What the exercise asks → Using the records below, locate all lines containing "Havilland" and return them.

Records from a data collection
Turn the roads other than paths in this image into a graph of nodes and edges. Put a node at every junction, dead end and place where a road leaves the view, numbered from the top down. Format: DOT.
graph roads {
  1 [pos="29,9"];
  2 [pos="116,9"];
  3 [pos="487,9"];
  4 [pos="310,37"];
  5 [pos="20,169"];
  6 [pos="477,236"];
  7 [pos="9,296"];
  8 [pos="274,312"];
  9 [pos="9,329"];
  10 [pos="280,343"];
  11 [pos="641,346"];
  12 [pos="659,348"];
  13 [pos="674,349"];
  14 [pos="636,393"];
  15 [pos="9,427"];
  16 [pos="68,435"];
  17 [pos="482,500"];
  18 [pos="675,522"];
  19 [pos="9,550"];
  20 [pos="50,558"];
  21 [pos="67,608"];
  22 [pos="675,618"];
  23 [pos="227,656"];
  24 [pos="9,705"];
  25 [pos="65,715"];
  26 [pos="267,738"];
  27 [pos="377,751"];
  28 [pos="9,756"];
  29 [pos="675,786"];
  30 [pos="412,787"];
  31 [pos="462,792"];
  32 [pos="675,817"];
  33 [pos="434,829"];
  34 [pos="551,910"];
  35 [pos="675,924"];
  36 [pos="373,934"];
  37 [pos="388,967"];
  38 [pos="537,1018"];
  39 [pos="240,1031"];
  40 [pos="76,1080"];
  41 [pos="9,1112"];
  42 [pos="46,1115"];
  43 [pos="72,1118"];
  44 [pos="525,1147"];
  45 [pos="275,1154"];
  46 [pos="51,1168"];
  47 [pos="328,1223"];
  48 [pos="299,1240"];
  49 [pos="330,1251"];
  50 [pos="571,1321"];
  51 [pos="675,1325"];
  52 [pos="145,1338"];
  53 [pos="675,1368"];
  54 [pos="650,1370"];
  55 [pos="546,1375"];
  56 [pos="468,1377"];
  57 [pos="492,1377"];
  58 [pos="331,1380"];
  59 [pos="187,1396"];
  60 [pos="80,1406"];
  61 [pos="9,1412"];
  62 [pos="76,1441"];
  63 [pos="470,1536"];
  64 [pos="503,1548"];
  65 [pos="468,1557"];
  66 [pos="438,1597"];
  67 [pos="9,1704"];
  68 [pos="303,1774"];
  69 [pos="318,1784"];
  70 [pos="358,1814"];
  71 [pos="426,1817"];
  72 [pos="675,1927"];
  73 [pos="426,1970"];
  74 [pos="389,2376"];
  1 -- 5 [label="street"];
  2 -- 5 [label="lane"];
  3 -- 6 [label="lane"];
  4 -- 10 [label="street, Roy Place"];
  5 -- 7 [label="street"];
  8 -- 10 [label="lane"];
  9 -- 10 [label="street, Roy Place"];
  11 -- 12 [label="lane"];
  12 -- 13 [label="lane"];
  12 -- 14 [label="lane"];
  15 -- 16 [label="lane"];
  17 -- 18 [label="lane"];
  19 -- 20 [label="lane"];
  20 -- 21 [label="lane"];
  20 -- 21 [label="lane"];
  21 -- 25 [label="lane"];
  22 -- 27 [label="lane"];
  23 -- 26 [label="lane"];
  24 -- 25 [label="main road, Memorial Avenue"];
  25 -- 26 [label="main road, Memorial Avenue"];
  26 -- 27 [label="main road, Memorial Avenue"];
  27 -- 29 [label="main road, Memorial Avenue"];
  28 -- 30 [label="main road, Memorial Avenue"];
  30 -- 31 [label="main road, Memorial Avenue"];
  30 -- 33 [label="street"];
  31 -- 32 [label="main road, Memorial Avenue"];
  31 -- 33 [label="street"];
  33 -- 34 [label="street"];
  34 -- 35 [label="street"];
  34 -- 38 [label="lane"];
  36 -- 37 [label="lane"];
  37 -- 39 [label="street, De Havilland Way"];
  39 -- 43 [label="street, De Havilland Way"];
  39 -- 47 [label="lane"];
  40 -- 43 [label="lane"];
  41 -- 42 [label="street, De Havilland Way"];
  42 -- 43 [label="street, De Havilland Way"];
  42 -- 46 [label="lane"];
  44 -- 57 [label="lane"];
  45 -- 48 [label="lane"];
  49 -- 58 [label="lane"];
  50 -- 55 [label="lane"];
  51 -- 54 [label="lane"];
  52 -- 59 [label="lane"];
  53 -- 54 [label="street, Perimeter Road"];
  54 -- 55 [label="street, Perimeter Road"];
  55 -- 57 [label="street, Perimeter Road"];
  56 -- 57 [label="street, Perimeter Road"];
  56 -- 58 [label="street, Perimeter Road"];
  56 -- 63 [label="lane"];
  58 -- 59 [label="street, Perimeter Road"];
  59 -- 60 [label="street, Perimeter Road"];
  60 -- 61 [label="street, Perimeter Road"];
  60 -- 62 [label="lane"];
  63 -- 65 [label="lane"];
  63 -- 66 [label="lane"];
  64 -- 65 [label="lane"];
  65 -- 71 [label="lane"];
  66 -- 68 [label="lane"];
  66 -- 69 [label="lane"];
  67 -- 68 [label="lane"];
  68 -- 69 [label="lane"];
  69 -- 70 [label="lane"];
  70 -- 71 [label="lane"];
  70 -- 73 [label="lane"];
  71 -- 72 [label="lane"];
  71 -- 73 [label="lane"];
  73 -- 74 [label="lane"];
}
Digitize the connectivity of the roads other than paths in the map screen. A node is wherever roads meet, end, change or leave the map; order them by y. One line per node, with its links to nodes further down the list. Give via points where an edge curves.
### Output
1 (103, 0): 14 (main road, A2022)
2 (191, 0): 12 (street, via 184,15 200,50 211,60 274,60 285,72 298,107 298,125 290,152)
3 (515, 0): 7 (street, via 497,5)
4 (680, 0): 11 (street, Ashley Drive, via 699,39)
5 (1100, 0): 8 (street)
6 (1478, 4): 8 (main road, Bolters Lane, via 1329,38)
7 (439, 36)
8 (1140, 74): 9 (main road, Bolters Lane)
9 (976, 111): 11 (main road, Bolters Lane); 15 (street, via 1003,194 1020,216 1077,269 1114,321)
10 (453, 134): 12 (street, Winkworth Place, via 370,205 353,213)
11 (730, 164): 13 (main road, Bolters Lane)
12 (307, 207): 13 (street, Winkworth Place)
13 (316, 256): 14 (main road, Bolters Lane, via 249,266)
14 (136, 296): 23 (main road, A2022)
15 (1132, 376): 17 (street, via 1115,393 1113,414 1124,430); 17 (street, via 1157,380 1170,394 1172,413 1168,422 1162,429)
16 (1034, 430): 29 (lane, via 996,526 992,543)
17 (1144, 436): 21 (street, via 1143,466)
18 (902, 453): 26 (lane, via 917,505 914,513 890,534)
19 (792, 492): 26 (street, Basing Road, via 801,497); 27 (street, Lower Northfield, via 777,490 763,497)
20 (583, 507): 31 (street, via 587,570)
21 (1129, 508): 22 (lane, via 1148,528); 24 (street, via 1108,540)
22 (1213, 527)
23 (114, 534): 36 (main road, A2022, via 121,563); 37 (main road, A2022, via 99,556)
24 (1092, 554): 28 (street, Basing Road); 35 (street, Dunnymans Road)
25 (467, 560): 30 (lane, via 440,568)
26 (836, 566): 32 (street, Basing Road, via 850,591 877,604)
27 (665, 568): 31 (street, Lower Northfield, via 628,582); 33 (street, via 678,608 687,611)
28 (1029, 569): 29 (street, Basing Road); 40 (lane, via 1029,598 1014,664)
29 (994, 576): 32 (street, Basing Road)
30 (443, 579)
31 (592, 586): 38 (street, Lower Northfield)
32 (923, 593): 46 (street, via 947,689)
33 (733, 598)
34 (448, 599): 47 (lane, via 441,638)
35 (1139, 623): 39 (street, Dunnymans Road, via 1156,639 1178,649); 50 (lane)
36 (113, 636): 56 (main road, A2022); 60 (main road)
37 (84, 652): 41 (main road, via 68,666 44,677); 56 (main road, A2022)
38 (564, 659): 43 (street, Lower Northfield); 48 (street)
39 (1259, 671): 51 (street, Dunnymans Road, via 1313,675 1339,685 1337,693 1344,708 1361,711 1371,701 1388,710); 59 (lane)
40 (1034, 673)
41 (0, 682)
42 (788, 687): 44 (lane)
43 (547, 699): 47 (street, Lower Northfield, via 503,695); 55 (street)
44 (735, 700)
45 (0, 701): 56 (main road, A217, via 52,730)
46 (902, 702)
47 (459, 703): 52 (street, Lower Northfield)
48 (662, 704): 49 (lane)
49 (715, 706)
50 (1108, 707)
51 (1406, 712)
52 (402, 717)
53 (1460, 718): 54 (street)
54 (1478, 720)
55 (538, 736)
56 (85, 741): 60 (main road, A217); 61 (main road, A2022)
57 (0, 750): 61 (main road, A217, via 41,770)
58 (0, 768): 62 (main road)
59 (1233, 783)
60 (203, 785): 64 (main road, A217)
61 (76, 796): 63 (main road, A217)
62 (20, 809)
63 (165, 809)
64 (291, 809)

Solution below →
  37 -- 39 [label="street, De Havilland Way"];
  39 -- 43 [label="street, De Havilland Way"];
  41 -- 42 [label="street, De Havilland Way"];
  42 -- 43 [label="street, De Havilland Way"];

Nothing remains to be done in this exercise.